基于流量切片的DNS隐蔽通道检测

针对DNS隐蔽信道(DCC)流量变形策略对现有检测方法的绕过性问题，提出了一种基于流量切片的DCC检测方法。该方法首先将实验环境出口流量基于滑动窗口分批，再基于主机端聚合形成流量切片，每个切片包含一个较短时间跨度中归属同一主机的DNS报文与Web报文，再对切片内DNS报文的数据量、请求行为、响应行为以及与Web报文的关联行为实施面向DCC检测的特征工程，并在此基础上建立DCC检测模型。对比实验表明，所构建的DCC检测模型在常规DCC流量切片集上检测准确性达到99.83%,误报率仅0.08%,在6类不同流量变形策略的变形DCC流量切片集上有平均95%以上的检出能力，远优于其他检测方案，证明了所提出的方法应对DCC流量变形的有效性。同时，该方法能在主机单个流量切片上对DCC通信作出有效检测，是一种具有良好实时性的检测方法。
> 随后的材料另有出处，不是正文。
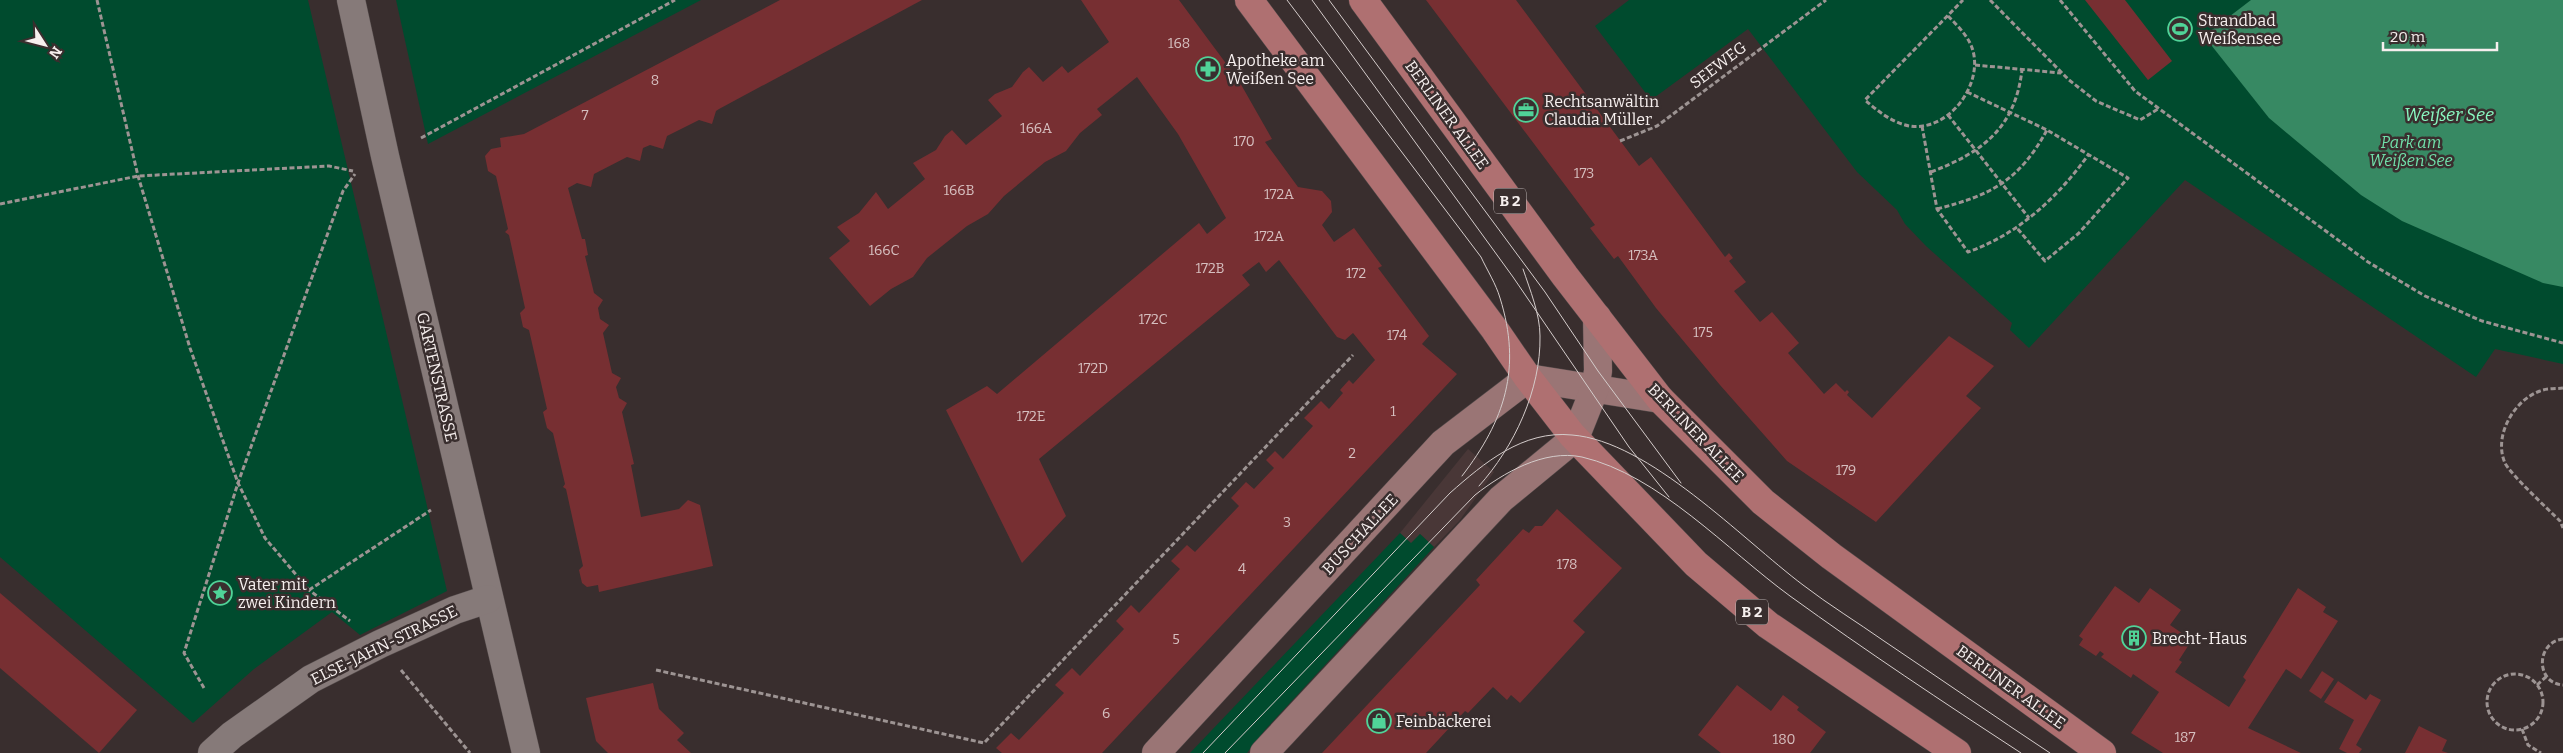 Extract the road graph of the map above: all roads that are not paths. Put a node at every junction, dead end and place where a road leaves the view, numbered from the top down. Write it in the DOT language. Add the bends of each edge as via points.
graph roads {
  1 [pos="351,0"];
  2 [pos="1249,0"];
  3 [pos="1362,0"];
  4 [pos="1597,317"];
  5 [pos="1528,378"];
  6 [pos="1595,388"];
  7 [pos="1660,399"];
  8 [pos="1575,438"];
  9 [pos="488,599"];
  10 [pos="212,753"];
  11 [pos="526,753"];
  12 [pos="1156,753"];
  13 [pos="1264,753"];
  14 [pos="1957,753"];
  15 [pos="2102,753"];
  1 -- 9 [label="street, GARTENSTRASSE"];
  2 -- 5 [label="main road, B 2" via="1496,330"];
  3 -- 4 [label="main road, BERLINER ALLEE / B 2"];
  4 -- 6 [label="main road" via="1598,371"];
  4 -- 7 [label="main road, BERLINER ALLEE / B 2"];
  5 -- 6 [label="main road"];
  5 -- 8 [label="main road, B 2"];
  5 -- 12 [label="main road, BUSCHALLEE" via="1443,443"];
  6 -- 7 [label="main road"];
  6 -- 8 [label="main road"];
  7 -- 15 [label="main road, BERLINER ALLEE / B 2" via="1770,508"];
  8 -- 13 [label="main road" via="1502,499"];
  8 -- 14 [label="main road, B 2" via="1696,564 1762,620"];
  9 -- 10 [label="street, ELSE-JAHN-STRASSE" via="455,610 311,679"];
  9 -- 11 [label="street, GARTENSTRASSE"];
}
DNS covert channel detection based on traffic slice

In order to solve the problem of bypassing detection methods for DNS covert channel(DCC) traffic deformation strategies, this paper proposed a DCC detection method based on traffic slice. In this method, the traffic of the experimental environment was first divided into batches based on the sliding window, and then the traffic slice was obtained based on the aggregation of each host-end IP. Each slice contains DNS packets and Web packets belonging to the same host in a short time span. Then, for the DNS data volume, DNS request behavior, DNS response behavior, and association behavior correlation behavior with WEB of DNS in the slice implement DCC-detection-oriented feature engineering and create detection models on this basis. Comparative experiments show that the detection accuracy of the constructed DCC detection model on the conventional DCC traffic datasets is 99.83%, and the false positive rate is only 0.08%. On the deformed DCC traffic datasets with six types of different traffic deformation strategies, the detection ability of the DCC detection model is more than 95% on average, which is better than the other detection schemes. It proves that the proposed method is effective in dealing with DCC traffic deformation. Moreover, the proposed method, which can effectively detect DCC communication within a single traffic slice, is a detection method with good real-time performance.